Japanese drinks company Suntory Beverage has successfully completed an almost $4 billion IPO, Asia’s largest this year, even though markets have continued to be choppy and not particularly supportive of companies going public.
The deal ticks a lot of boxes. It succeeded in coming to market for one thing. It’s big. It popped on first-day trading. It came to market in spite of choppy trading conditions. Perhaps the only slightly unfortunate thing is that it listed in Tokyo and not Hong Kong, which is far more in need of a big successful deal to kick-start the wider market.

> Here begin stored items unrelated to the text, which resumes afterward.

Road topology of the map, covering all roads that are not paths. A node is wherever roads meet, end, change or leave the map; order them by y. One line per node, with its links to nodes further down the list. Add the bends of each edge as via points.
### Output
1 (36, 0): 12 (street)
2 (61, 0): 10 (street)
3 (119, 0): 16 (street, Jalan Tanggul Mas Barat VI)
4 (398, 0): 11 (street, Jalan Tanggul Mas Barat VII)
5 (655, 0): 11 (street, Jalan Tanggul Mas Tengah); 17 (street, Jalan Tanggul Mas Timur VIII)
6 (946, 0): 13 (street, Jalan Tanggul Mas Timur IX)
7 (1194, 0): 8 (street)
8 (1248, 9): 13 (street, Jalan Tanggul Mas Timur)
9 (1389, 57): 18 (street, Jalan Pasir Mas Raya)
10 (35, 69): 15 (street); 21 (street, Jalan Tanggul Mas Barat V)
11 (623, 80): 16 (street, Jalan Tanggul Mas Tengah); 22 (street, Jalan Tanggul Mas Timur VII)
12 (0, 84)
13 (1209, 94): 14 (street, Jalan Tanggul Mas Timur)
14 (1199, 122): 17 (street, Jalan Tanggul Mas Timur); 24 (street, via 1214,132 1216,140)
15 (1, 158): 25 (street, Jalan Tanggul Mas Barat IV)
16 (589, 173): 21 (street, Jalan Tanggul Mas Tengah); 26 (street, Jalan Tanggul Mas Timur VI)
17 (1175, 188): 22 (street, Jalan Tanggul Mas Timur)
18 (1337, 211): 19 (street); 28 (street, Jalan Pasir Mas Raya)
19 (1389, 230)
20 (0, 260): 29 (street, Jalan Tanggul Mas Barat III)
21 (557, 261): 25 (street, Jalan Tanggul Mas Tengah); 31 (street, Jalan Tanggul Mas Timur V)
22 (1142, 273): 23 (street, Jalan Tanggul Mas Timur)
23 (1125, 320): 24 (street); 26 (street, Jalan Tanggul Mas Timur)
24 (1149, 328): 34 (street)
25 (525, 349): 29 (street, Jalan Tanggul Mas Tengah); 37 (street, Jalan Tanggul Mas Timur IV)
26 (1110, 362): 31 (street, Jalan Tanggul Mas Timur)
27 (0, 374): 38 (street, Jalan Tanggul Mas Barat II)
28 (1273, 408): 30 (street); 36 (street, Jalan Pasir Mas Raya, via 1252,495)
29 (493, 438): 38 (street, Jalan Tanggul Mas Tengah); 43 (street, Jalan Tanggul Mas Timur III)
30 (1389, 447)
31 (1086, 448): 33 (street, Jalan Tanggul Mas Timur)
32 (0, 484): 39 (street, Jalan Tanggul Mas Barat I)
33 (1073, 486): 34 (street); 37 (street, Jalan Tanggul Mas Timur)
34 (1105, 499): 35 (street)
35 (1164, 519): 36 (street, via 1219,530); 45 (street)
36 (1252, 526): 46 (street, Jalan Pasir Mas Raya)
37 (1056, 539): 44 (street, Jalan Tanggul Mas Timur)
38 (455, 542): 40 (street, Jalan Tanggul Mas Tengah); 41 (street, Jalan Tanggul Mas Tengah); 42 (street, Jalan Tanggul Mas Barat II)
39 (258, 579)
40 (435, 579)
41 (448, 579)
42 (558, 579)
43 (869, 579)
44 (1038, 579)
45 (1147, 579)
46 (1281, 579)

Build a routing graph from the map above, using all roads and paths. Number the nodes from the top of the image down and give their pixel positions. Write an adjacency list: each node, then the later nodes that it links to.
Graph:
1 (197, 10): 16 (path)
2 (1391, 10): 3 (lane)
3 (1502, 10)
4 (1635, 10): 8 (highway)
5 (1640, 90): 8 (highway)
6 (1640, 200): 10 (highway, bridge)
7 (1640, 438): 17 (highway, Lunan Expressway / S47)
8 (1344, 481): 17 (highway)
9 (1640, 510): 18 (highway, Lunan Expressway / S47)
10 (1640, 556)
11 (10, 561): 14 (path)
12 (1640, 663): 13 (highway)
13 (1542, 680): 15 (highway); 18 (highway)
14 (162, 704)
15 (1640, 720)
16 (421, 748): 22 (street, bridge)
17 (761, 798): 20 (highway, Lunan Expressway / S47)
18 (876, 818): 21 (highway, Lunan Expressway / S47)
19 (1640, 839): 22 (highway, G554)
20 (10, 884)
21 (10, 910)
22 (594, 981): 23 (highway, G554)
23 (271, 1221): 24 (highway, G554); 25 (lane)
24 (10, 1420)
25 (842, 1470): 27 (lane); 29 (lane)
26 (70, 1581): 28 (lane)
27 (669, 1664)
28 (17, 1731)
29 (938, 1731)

Japan is often viewed, and often rightly, as a law unto itself when looking at Asia and the fortunes of companies there don’t have much bearing on the rest of the region.
That said, Suntory and its bankers should be applauded for getting the deal away, particularly because the issuer was forced to set the IPO price at the low end of the indicative range as volatile markets dented investor sentiment in the run-up.
The listing on the first section of theTokyo Stock Exchange is the country’s largest stock market debut since that of Japan Airlines in September last year.
Encouragingly for the wider market, Suntory’s story is not unique. In Japan, the opening-day share prices for more than 20 recent IPOs have exceeded their pre-market fixed prices as retail investors pile into companies in the firm belief that Japan’s growth path is assured. In fact, with the much-reported liquidity problems in China, Japan is emerging as something of a bright spot in Asia at exactly the right time.
The important Tankan survey of Japanese businesses, issued by the Bank of Japan,recently offered still more support to the belief that reforms and a stimulus package under prime minister Shinzo Abe are working. An over-reliance on credit might yet be its undoing, but for the time being Japan is showing the way.